Yaakov Hibbert Presents… Prayer – The Original Wireless Connection

This week we start The Book of Vayikro, and with it the Parshah’s that detail the sacrifices that were to be brought in the Tabernacle and later on in the Temples. Nowadays in lieu of the Temple and the offerings, we have prayer. In fact the Gemora tells us that prayer actually has a greater potency than sacrifices.

The question however, is that our prayers are made up of several different components, many of which parallel the process of bringing an offering in the Temple. But most of the actual prayers are either words of praise or requests.

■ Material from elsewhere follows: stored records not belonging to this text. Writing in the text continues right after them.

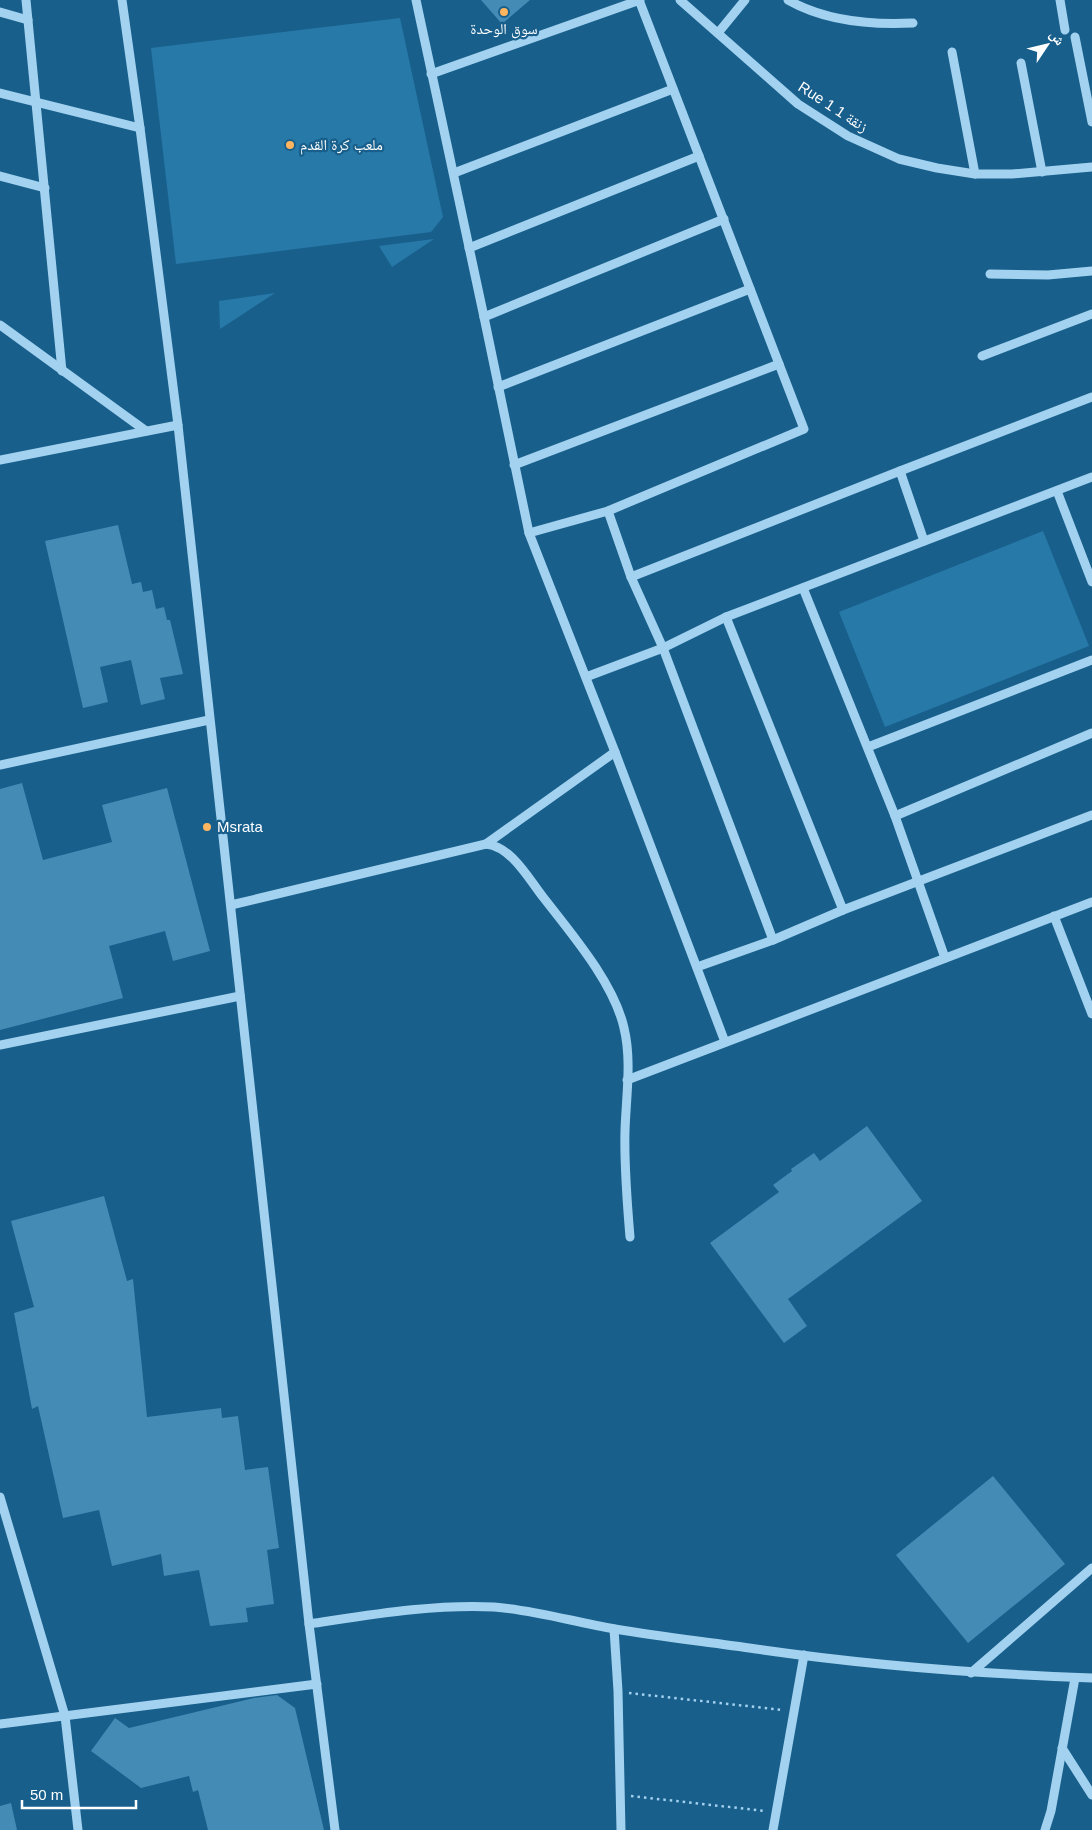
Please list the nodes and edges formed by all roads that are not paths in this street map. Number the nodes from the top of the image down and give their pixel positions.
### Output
1 (26, 0) edge
2 (122, 0) edge
3 (416, 0) edge
4 (640, 0) edge
5 (680, 0) edge
6 (745, 0) edge
7 (788, 0) edge
8 (1060, 0) edge
9 (0, 12) edge
10 (28, 20) junction
11 (913, 23) dead end
12 (1065, 30) dead end
13 (718, 33) junction
14 (1074, 37) dead end
15 (952, 52) dead end
16 (1021, 63) dead end
17 (431, 74) junction
18 (673, 88) junction
19 (0, 93) edge
20 (37, 104) junction
21 (1092, 122) edge
22 (140, 128) junction
23 (699, 156) junction
24 (1092, 167) edge
25 (1042, 172) junction
26 (454, 173) junction
27 (975, 174) junction
28 (0, 176) edge
29 (45, 188) junction
30 (724, 219) junction
31 (469, 248) junction
32 (1092, 270) edge
33 (990, 274) dead end
34 (750, 289) junction
35 (1092, 314) edge
36 (484, 317) junction
37 (0, 325) edge
38 (982, 356) dead end
39 (779, 364) junction
40 (62, 371) junction
41 (498, 387) junction
42 (1092, 397) edge
43 (178, 425) junction
44 (146, 431) junction
45 (0, 460) edge
46 (514, 465) junction
47 (900, 471) junction
48 (1092, 477) edge
49 (1057, 490) junction
50 (608, 511) junction
51 (529, 533) junction
52 (924, 541) junction
53 (631, 577) junction
54 (1092, 582) edge
55 (803, 588) junction
56 (726, 617) junction
57 (663, 648) junction
58 (1092, 660) edge
59 (586, 677) junction
60 (209, 720) junction
61 (1092, 733) edge
62 (868, 747) junction
63 (615, 752) junction
64 (0, 765) edge
65 (1092, 815) edge
66 (895, 816) junction
67 (486, 844) junction
68 (918, 881) junction
69 (1092, 902) edge
70 (231, 905) junction
71 (843, 910) junction
72 (1054, 916) junction
73 (773, 940) junction
74 (945, 958) junction
75 (697, 967) junction
76 (240, 996) junction
77 (1092, 1014) edge
78 (725, 1042) junction
79 (0, 1045) edge
80 (627, 1080) junction
81 (630, 1237) dead end
82 (0, 1497) edge
83 (1092, 1568) edge
84 (308, 1624) junction
85 (614, 1629) junction
86 (804, 1654) junction
87 (972, 1673) junction
88 (1075, 1678) junction
89 (1092, 1678) edge
90 (316, 1684) junction
91 (65, 1716) junction
92 (0, 1724) edge
93 (1062, 1748) junction
94 (1092, 1795) edge
95 (78, 1830) edge
96 (335, 1830) edge
97 (621, 1830) edge
98 (774, 1830) edge
99 (1045, 1830) edge

1 - 10 street
2 - 22 street
3 - 17 street
4 - 17 street
4 - 18 street
5 - 13 street, Rue 1 زنقة 1
6 - 13 street
7 - 11 street
8 - 12 street
9 - 10 street
10 - 20 street
13 - 27 street, Rue 1 زنقة 1
14 - 21 street
15 - 27 street
16 - 25 street
17 - 26 street
18 - 23 street
18 - 26 street
19 - 20 street
20 - 22 street
20 - 29 street
22 - 43 street
23 - 30 street
23 - 31 street
24 - 25 street, Rue 1 زنقة 1
25 - 27 street, Rue 1 زنقة 1
26 - 31 street
28 - 29 street
29 - 40 street
30 - 34 street
30 - 36 street
31 - 36 street
32 - 33 street
34 - 39 street
34 - 41 street
35 - 38 street
36 - 41 street
37 - 40 street
39 - 46 street
39 - 50 street
40 - 44 street
41 - 46 street
42 - 47 street
43 - 44 street
43 - 60 street
44 - 45 street
46 - 51 street
47 - 52 street
47 - 53 street
48 - 49 street
49 - 52 street
49 - 54 street
50 - 51 street
50 - 53 street
51 - 59 street
52 - 55 street
53 - 57 street
55 - 56 street
55 - 62 street
56 - 57 street
56 - 71 street
57 - 59 street
57 - 73 street
58 - 62 street
59 - 63 street
60 - 64 street
60 - 70 street
61 - 66 street
62 - 66 street
63 - 67 street
63 - 75 street
65 - 68 street
66 - 68 street
67 - 70 street
67 - 80 street
68 - 71 street
68 - 74 street
69 - 72 street
70 - 76 street
71 - 73 street
72 - 74 street
72 - 77 street
73 - 75 street
74 - 78 street
75 - 78 street
76 - 79 street
76 - 84 street
78 - 80 street
80 - 81 street
82 - 91 street
83 - 87 street
84 - 85 street
84 - 90 street
85 - 86 street
85 - 97 street
86 - 87 street
86 - 98 street
87 - 88 street
88 - 89 street
88 - 93 street
90 - 91 street
90 - 96 street
91 - 92 street
91 - 95 street
93 - 94 street
93 - 99 street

The offerings detailed in our Parshah were primarily either to seek atonement for sin or to use the phrase of the Medresh “a present to the king” (a concept that needs its own explanation!). When you brought an offering when did you insert your shopping list of personal requests that make up the entire middle section of our daily Amidah? When did you sing praise to Hashem like we do for much of our prayer?

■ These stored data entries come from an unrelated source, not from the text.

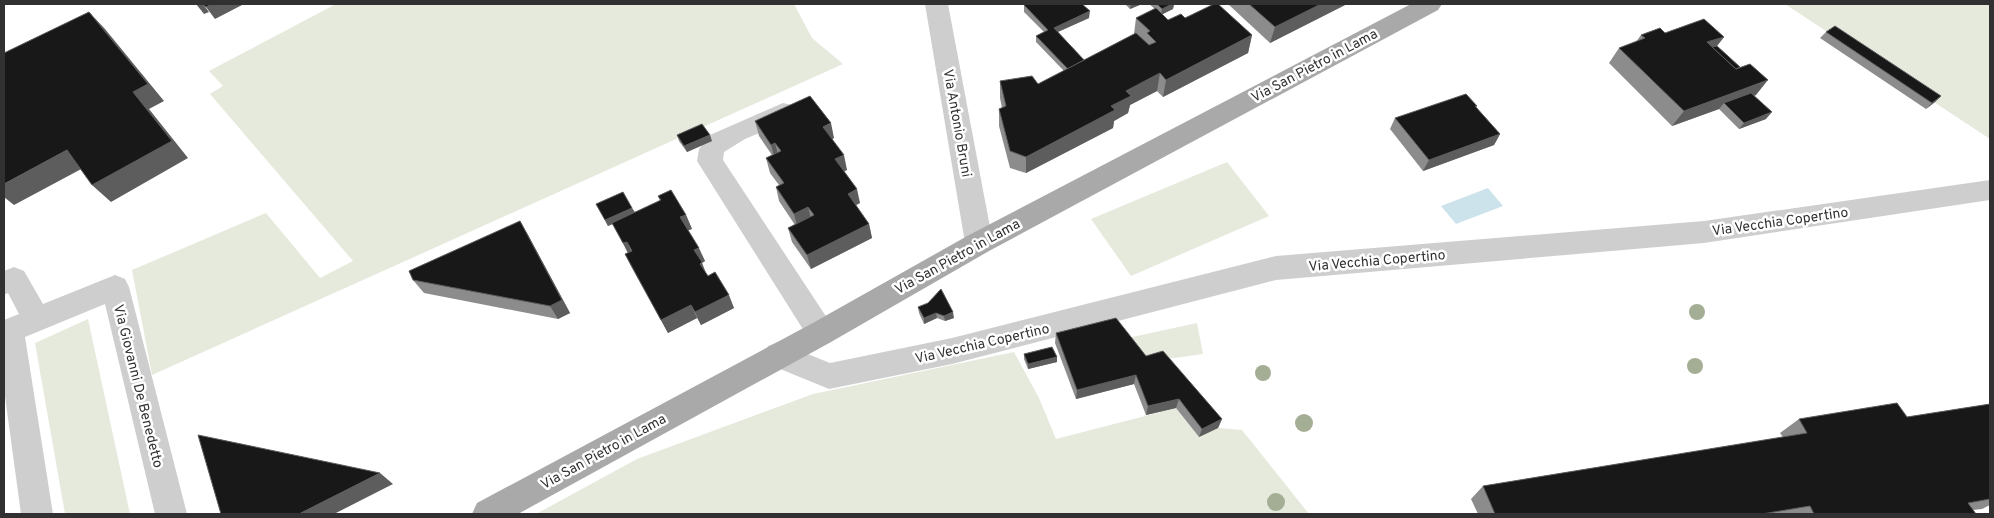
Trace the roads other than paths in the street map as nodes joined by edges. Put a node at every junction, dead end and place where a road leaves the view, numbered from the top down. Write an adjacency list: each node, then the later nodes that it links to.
1 (936, 4): 5 (street, Via Antonio Bruni)
2 (1430, 4): 5 (main road, Via San Pietro in Lama)
3 (783, 112): 8 (street)
4 (1990, 190): 9 (street, Via Vecchia Copertino)
5 (979, 243): 8 (main road, Via San Pietro in Lama)
6 (4, 284): 7 (street)
7 (37, 319): 10 (street, Via Giovanni De Benedetto); 11 (street, Via Giovanni De Benedetto)
8 (821, 332): 9 (main road, Via San Pietro in Lama)
9 (778, 356): 12 (main road, Via San Pietro in Lama)
10 (36, 514)
11 (171, 514)
12 (488, 514)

In order to understand the parallels between the prayer we read from our Siddur and the offerings brought in the temple let us ask the famous question, why do we need to ask Hashem for personal requests, does Hashem not already know what I need?

Reb Shimshon Pincus explains that indeed Hashem has set up the world to run in such a way that He indeed acts as if he does not know about our problems until we tell them to Him! The verse says: “Hashem, hear my voice, may Your ears be attentive to the sound of my pleas”. The imagery of Hashem having ears, shows us how Hashem deals with us – we ask for His Ear to be attentive, and we must then cry out into that ear.

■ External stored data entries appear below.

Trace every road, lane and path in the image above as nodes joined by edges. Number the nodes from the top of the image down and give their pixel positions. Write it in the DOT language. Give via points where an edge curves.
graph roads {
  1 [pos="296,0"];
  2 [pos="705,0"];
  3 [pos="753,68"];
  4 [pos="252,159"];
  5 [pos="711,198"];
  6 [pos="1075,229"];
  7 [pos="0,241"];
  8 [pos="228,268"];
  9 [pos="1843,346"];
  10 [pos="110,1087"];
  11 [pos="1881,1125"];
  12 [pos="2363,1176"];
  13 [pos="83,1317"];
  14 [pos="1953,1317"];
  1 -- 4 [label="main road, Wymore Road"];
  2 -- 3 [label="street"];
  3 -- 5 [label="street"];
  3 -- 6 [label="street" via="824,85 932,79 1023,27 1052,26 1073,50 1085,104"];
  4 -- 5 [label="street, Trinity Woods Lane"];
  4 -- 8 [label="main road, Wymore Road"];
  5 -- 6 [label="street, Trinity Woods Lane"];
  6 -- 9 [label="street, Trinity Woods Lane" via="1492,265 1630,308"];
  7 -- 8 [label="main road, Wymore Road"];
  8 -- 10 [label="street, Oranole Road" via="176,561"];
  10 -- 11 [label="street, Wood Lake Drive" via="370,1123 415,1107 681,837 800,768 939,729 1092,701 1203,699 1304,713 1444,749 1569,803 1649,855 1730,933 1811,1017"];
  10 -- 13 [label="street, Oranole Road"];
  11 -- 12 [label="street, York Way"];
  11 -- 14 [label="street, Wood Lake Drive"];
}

However Reb Shimshon adds more depth. Why indeed is it that Hashem runs the world through this process of ‘make believe that I don’t know your problems’?

The Rabaynu Bachay [1255-1340] writes, “not to awaken You to my needs do I tell You of my problems for You know Yourself what is good for me and how to treat me. Rather I did this so that I will feel how much I am in need of You, and to express before You that I trust in You”.

Or to paraphrase using a fridge magnet expression, “Don’t Tell G-d How Big Your Problems Are, Tell Your Problems How Big G-d Is”. The whole point of telling Hashem our needs is so that we become aware how much we need Hashem for everything. Hashem wants us to feel how much we need Him because only through this will we want to forge a relationship with him. He therefore in His infinite wisdom ignores our demands until we call out and tell Him about our woes – and through this realise how much we are dependent on Him.

When we realise that the requests that we make throughout our davening are supposed to bring us to realise how big Hashem is, we can see how this leads into the other major component of our prayers – praise and thanks. We praise Hashem – i.e. we recognise His greatness.

The Gemora actually tells us that before we ask our personal request in prayer we must first say introductory words of praise of Hashem. This is not G-d forbid to butter up Hashem before we bring out our shopping list. But rather we are being taught what the point of asking of Hashem actually is – does He not already know what I need? First we get into the mind-set of realising how great Hashem is. As a direct follow on from this we now ask Hashem our personal request – to continue along the same path of recognising how puny man is, how needy we are – and ultimately to recognise how great Hashem is.

It is in this way that our prayers are very much in line with the offerings. Just as an offering was an opportunity to come close to Hashem – as the word ‘korban’ (offering) itself teaches us; from the root ‘korav’ – to draw close; so too prayer is but a mechanism for us to connect to Hashem.

A great story really drives home the point: are we shopping around to get stuff that we want when we daven or are we developing a relationship?

An young man in dire financial straits went to speak to a Rabbi about his problem. “I want you to go to the Kotel and speak to your Father,” the Rabbis told him. The man went. In the middle of his davening he felt a tap on the shoulder. A very distinguished looking gentleman was standing there, and he seemed to be in a hurry.

“Look,” he began, “I pledged to give 100,000 dollars to a needy family during my vacation in Israel, and I never got around to taking care of it. My plane leaves very soon. Do you know someone who could use that kind of cash?” To make a long story short, the man ended up with the money.

When his friends found out what happened, they all went to the Kotel. Sure enough, one of them got a tap on the shoulder. It was a poor man asking for tzedaka. None of the others were even tapped.

“Why are we different than our friend who was so fortunate?” they asked the Rabbi the next day.

He smiled. “It’s because he went looking for his father. You went looking for a tap on the shoulder.”